Una scelta editoriale della voce repubblicana ha causato un equivoco nel dibattito del consiglio nazionale del 21 settembre, sicuramente per causa nostra. In effetti la frase delle storie romane di Tito Livio “Hic manebimus optime” è stata talmente decontestualizzata da tante di quelle citazioni, D’Annunzio a Fiume, Quintino Sella a via venti Settembre, fino a Pertini e persino Berlusconi, che ha assunto i significati più svariati. L’editoriale della voce del 14 agosto scorso si rifaceva in verità al solo testo originale che contiene due fattori irripetibili, il sacco di Roma, ovvero il momento più tragico della storia romana prima della caduta dell’impero, e la personalità politica stessa di Tito Livio.
L’unica cosa davvero certa di una vicenda consumata 390 anni prima della nascita di Cristo e tre secoli e mezzo prima della nascita di Tito Livio, è che la documentazione storiografica venne distrutta proprio dall’ingresso dei galli a Roma. Per cui il quarto volume di Ab Urbe Condita di Tito Livio è sospetto per lo meno di mitologizzazione. Nel 1920 vi fu chi sostenne che i galli non sarebbero stati sconfitti da Furio Camillo, ma che si ritirarono per rispondere all’aggressione dei veneti. Per cui tutta l’epopea è ampliamente discussa. Non sappiamo nemmeno se davvero è mai esistito il centurione citato da Livio che invita i suoi legionari a restare sul suolo cittadino, mentre il Senato discute di abbandonare la città e viene massacrato. Nessuno nemmeno può asserire con certezza che i romani rimasti sul Campidoglio furono costretti a restarci, piuttosto che aver scelto di resistere. Comunque non fu la loro difesa a fermare Brenno, che venne sconfitto in campo aperto ad Ardea, non dentro le mura di Roma.
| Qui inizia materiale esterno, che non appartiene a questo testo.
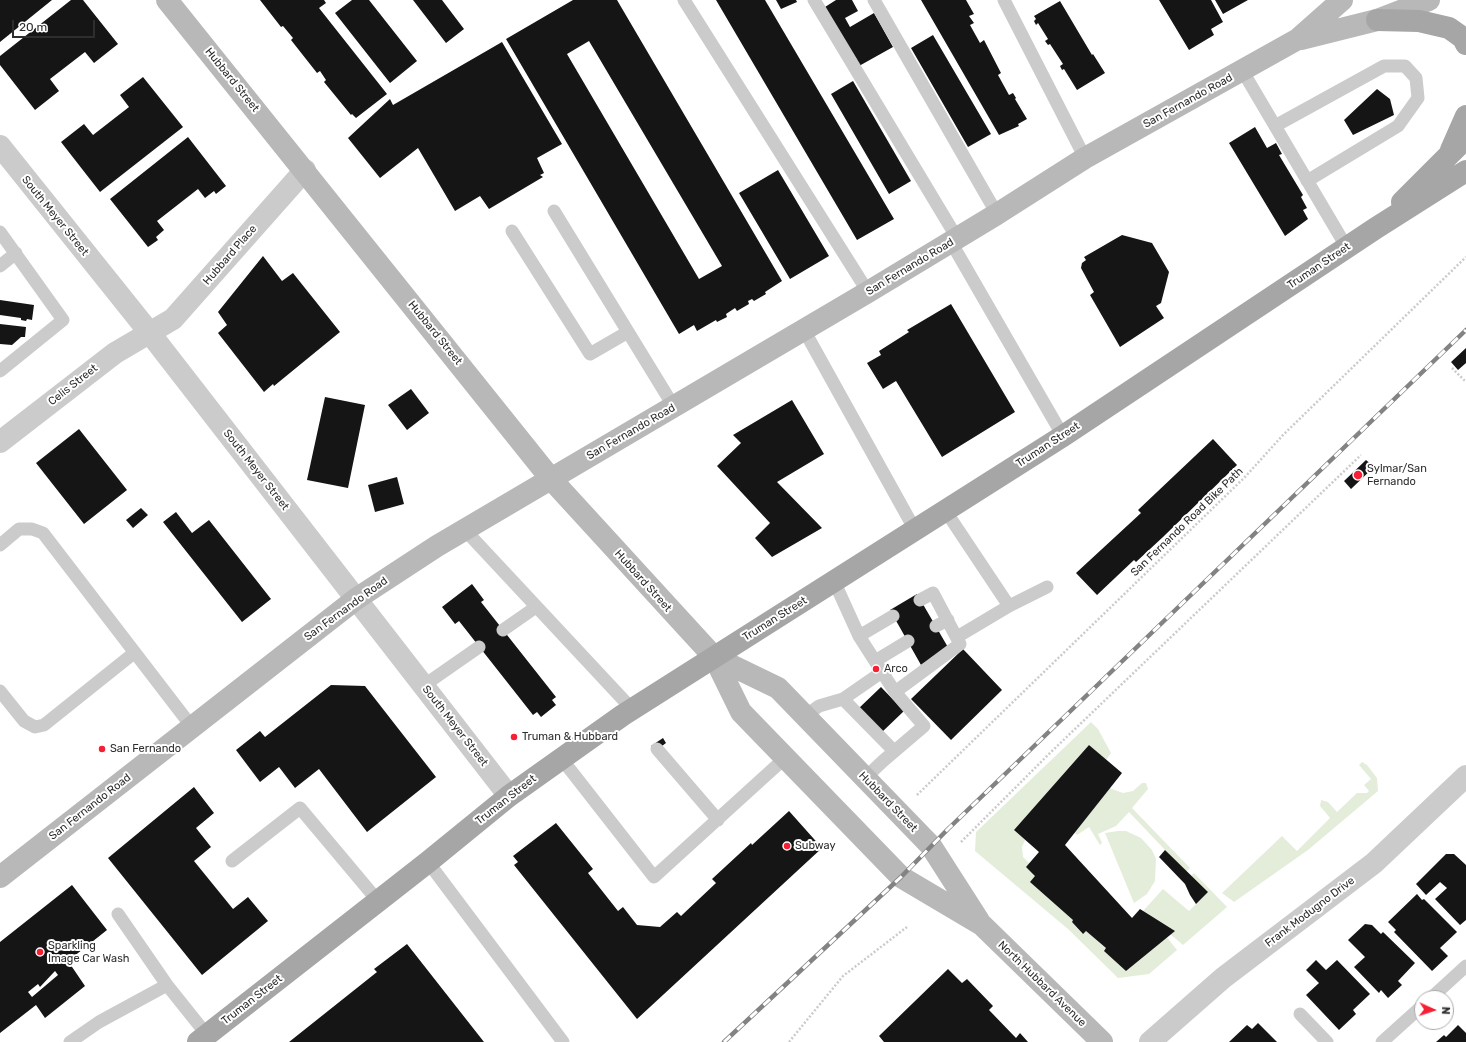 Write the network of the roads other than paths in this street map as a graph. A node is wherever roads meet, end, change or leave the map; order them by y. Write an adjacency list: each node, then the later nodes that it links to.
1 (167, 0): 18 (main road, Hubbard Street)
2 (684, 0): 30 (lane)
3 (814, 0): 26 (lane)
4 (874, 0): 22 (lane)
5 (1004, 0): 17 (lane)
6 (1342, 0): 9 (main road, San Fernando Road)
7 (1429, 0): 8 (main road, San Fernando Road)
8 (1377, 20): 9 (main road, San Fernando Road); 10 (main road)
9 (1298, 39): 11 (main road, San Fernando Road)
10 (1466, 44)
11 (1242, 70): 13 (lane); 17 (main road, San Fernando Road)
12 (1466, 116): 16 (main road)
13 (1275, 126): 20 (lane); 20 (lane)
14 (1466, 138): 16 (main road, Truman Street)
15 (0, 146): 32 (street, South Meyer Street)
16 (1449, 154): 23 (main road, Truman Street)
17 (1085, 158): 22 (main road, San Fernando Road)
18 (305, 170): 32 (street, Hubbard Place); 38 (main road, Hubbard Street)
19 (1466, 171): 23 (main road, Truman Street)
20 (1307, 181): 27 (lane)
21 (554, 211): 33 (lane)
22 (997, 214): 26 (main road, San Fernando Road)
23 (1376, 228): 27 (main road, Truman Street)
24 (512, 231): 33 (lane)
25 (0, 232): 28 (lane)
26 (954, 240): 30 (main road, San Fernando Road); 36 (lane)
27 (1347, 248): 36 (main road, Truman Street)
28 (16, 253): 29 (lane); 34 (lane)
29 (0, 266)
30 (868, 292): 31 (main road, San Fernando Road)
31 (804, 330): 35 (main road, San Fernando Road); 41 (lane)
32 (149, 332): 37 (street, Celis Street); 45 (street, South Meyer Street)
33 (628, 332): 35 (lane)
34 (0, 371)
35 (674, 407): 38 (main road, San Fernando Road)
36 (1062, 436): 39 (main road, Truman Street)
37 (0, 442)
38 (551, 479): 40 (main road, San Fernando Road); 58 (main road, Hubbard Street)
39 (945, 510): 41 (main road, Truman Street); 47 (lane)
40 (464, 529): 45 (main road, San Fernando Road); 48 (lane)
41 (915, 530): 43 (main road, Truman Street)
42 (0, 545): 57 (lane)
43 (834, 581): 53 (lane); 58 (main road, Truman Street)
44 (1047, 587): 47 (lane)
45 (356, 599): 61 (street, South Meyer Street); 67 (main road, San Fernando Road)
46 (920, 600): 50 (lane)
47 (1009, 606): 54 (lane)
48 (536, 607): 52 (lane); 65 (lane)
49 (893, 616): 53 (lane)
50 (948, 620): 51 (lane); 54 (lane)
51 (936, 626)
52 (503, 630)
53 (860, 636): 59 (lane)
54 (957, 637): 63 (lane)
55 (908, 641): 59 (lane)
56 (479, 647): 61 (lane)
57 (134, 653): 62 (lane); 67 (lane)
58 (714, 657): 65 (main road, Truman Street); 66 (main road, Hubbard Street); 71 (main road, Hubbard Street)
59 (875, 661): 60 (lane)
60 (882, 672): 63 (lane); 64 (lane)
61 (423, 686): 74 (street, South Meyer Street)
62 (0, 691)
63 (895, 692): 69 (lane)
64 (843, 699): 66 (lane); 69 (lane)
65 (632, 710): 70 (main road, Truman Street)
66 (805, 716): 73 (main road, Hubbard Street)
67 (192, 727): 80 (main road, San Fernando Road)
68 (657, 749): 75 (lane)
69 (894, 751): 73 (lane)
70 (562, 758): 74 (main road, Truman Street); 75 (lane)
71 (785, 758): 75 (lane); 79 (main road, Hubbard Street)
72 (1466, 776): 93 (street, Frank Modugno Drive)
73 (865, 778): 76 (main road, Hubbard Street)
74 (509, 796): 78 (main road, Truman Street)
75 (718, 820)
76 (931, 846): 83 (main road, North Hubbard Avenue)
77 (232, 861): 81 (lane)
78 (428, 862): 81 (main road, Truman Street); 91 (lane)
79 (901, 876): 83 (main road, North Hubbard Avenue)
80 (0, 877)
81 (378, 901): 89 (main road, Truman Street)
82 (118, 914): 85 (lane)
83 (982, 925): 92 (main road, North Hubbard Avenue)
84 (1466, 966): 86 (lane)
85 (167, 985): 89 (lane); 90 (lane)
86 (1440, 990)
87 (1414, 1013): 95 (lane)
88 (1300, 1014): 94 (lane)
89 (202, 1039)
90 (70, 1042)
91 (563, 1042)
92 (1102, 1042)
93 (1150, 1042)
94 (1327, 1042)
95 (1382, 1042)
Augusto definiva Tito Livio, “un pompeiano”, un seguace di Pompeo, ovvero un nostalgico della Repubblica. L’interpretazione che abbiamo modestamente dato di Tito Livio non era dunque logico geografica, come quella di Quintino Sella che senza nulla voler togliere al suo prestigio di economista, non era anche un profondo analista della storia di Roma, così come quella di D’Annunzio, che adotta sfacciatamente la stessa versione, convinto che Fiume non sarebbe mai caduta. La voce repubblicana ha riprodotto la frase di Livio, come rivolta a difendere la propria posizione nonostante questa fosse disperata, consapevole pienamente di questa disperazione, tutt’altro che ottimale e ciononostante. Non è una sosta compiaciuta, e tantomeno il luogo della vittoria. Invece è un indirizzo ideale che caratterizza la determinazione repubblicana presupposto di un progetto imperiale. Tito Livio sapeva, vivendo più di tre secoli dopo, che Roma avrebbe resistito ed i galli sarebbero stati sconfitti. Per questo mette in bocca ad un centurione quello che voleva sentire da Cesare Augusto, delle cui qualità francamente dubitava.. Questa complessità comporta “Hic manebimus optime”, che certo non consente uno stato d’animo assestato nella pacata tranquillità fiduciosa. I barbari sono alle porte, anzi, in certi esemplari, già dentro casa.